Chose surprenante, l’appât du gain n’intéresse guère les poolers. Ils courent surtout après la gloire.
« C’est une question d’honneur et de reconnaissance, constate François Charron, éditeur du site françoischarron.com. À l’inverse des paris, il y a rarement d’argent en jeu. Les participants recherchent avant tout à se faire reconnaître comme des experts. »
Les pools ont effectivement la cote auprès des fanatiques, constate Norman O’Reilly, professeur en gestion du sport à l’Université d’Ottawa.
Expérience complète
« Grâce à l’ensemble des plateformes qu’on trouve aujourd’hui, que ce soit la télévision, les revues, Internet et même les applications, les fans s’immergent dans une expérience complète », dit-il.
« C’est normal que cela fonctionne si bien. Les participants enfilent le costume d’un directeur général.

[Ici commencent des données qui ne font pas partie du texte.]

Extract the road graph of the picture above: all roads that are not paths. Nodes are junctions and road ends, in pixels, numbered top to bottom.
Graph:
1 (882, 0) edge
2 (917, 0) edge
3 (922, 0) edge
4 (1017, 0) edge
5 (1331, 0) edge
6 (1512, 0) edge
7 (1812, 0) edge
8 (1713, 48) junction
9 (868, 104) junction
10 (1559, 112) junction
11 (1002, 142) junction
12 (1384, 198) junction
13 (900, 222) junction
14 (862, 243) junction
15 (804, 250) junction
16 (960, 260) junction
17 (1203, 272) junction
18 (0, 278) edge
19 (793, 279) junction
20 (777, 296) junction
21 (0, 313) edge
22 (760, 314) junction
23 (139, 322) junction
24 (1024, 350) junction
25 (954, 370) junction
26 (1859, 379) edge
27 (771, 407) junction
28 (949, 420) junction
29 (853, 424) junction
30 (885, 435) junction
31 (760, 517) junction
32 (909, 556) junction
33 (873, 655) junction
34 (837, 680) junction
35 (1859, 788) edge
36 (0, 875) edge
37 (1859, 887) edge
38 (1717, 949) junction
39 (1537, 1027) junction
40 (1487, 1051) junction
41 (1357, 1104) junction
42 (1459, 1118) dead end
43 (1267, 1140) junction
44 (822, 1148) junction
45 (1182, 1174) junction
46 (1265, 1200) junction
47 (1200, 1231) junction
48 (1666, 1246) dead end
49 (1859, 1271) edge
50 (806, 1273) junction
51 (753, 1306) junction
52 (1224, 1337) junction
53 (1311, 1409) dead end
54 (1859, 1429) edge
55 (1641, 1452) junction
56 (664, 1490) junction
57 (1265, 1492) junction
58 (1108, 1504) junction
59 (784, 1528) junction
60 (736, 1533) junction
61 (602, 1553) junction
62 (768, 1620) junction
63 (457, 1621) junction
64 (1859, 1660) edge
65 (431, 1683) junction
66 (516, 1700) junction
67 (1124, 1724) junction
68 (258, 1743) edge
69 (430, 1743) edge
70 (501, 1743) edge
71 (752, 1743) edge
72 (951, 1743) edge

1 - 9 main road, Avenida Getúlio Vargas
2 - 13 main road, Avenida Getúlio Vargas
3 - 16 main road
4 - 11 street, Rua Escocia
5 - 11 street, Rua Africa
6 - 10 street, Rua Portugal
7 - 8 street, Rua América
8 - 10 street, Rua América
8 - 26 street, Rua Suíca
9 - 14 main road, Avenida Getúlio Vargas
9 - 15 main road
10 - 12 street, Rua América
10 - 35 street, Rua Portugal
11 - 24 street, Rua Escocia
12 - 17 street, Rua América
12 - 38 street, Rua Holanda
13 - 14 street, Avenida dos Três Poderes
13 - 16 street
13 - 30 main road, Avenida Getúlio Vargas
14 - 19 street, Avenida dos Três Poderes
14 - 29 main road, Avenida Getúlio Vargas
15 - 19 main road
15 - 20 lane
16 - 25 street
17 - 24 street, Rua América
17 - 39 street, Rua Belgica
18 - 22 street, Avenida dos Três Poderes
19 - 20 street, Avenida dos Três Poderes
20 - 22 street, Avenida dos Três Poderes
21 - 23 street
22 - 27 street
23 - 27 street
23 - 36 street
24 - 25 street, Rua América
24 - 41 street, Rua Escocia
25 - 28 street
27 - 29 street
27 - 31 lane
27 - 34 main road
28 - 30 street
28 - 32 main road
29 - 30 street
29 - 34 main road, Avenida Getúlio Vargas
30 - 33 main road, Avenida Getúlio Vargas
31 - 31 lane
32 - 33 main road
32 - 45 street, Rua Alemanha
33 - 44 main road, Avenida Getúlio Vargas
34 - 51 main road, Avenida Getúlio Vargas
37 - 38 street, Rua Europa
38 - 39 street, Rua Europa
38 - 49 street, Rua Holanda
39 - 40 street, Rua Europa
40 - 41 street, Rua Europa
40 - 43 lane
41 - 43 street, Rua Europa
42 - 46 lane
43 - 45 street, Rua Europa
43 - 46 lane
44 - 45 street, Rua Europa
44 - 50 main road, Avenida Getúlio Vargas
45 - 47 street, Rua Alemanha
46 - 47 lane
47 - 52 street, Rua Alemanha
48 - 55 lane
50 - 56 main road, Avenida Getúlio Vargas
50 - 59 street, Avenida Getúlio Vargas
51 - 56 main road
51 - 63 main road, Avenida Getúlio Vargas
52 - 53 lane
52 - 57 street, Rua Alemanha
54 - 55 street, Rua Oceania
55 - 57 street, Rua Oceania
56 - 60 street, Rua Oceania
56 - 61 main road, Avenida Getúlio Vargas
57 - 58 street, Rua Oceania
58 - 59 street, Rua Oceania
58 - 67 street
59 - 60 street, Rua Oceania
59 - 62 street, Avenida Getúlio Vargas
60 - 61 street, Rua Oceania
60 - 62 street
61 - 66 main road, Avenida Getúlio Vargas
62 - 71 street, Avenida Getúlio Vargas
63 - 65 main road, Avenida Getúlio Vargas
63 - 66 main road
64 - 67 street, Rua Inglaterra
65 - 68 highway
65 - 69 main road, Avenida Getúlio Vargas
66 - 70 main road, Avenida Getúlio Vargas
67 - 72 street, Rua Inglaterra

« Ils créent l’équipe idéale en fonction des salaires disponibles. Ils réagissent aux accidents, aux fautes ou aux buts.
« Il y a bien plus d’interactivité », explique Paul Wilson, vice-président au cabinet de relations publiques National.
Les chiffres le démontrent bien. Près de 34 millions d’utilisateurs de pools ont été répertoriés en Amérique du Nord, tous sports confondus, par la Fantasy Sports Trade Association (FSTA) en 2010.
Près de 11% d’entre eux concernaient le hockey, ce qui représente environ 3,74 millions de personnes. Cette estimation a augmenté de 60 % depuis la dernière étude disponible, datant de 2007.
Une manne pour les commanditaires
La plupart des grosses plateformes sont contrôlées par des médias.
Pour le spécialiste des nouvelles technologies François Charron, le lien est naturel. Les pools représentent des modèles d’affaires très efficaces pour fidéliser une clientèle.
« Les amateurs n’ont pas d’autre choix que de se tenir informés de toutes les nouvelles qui touchent le déroulement des séries.
« La consommation d’information est plus grande, les participants passent plus de temps sur chaque page Internet et la rétention de visiteurs est plus élevée.
« Les médias s’assurent ainsi une grande rentabilité », explique-t-il.
Plusieurs magazines spécialisés, tels que Hockey News, Hockey Le Magazine et Pool Pro ont eux aussi largement profité de l’engouement pour ce phénomène.
Ce dernier affiche ses pronostics quant aux joueurs à insérer dans les équipes virtuelles d’août à novembre.
« Les ventes sont grandissantes chaque année », témoigne Michel Therrien, rédacteur en chef de Pool Pro.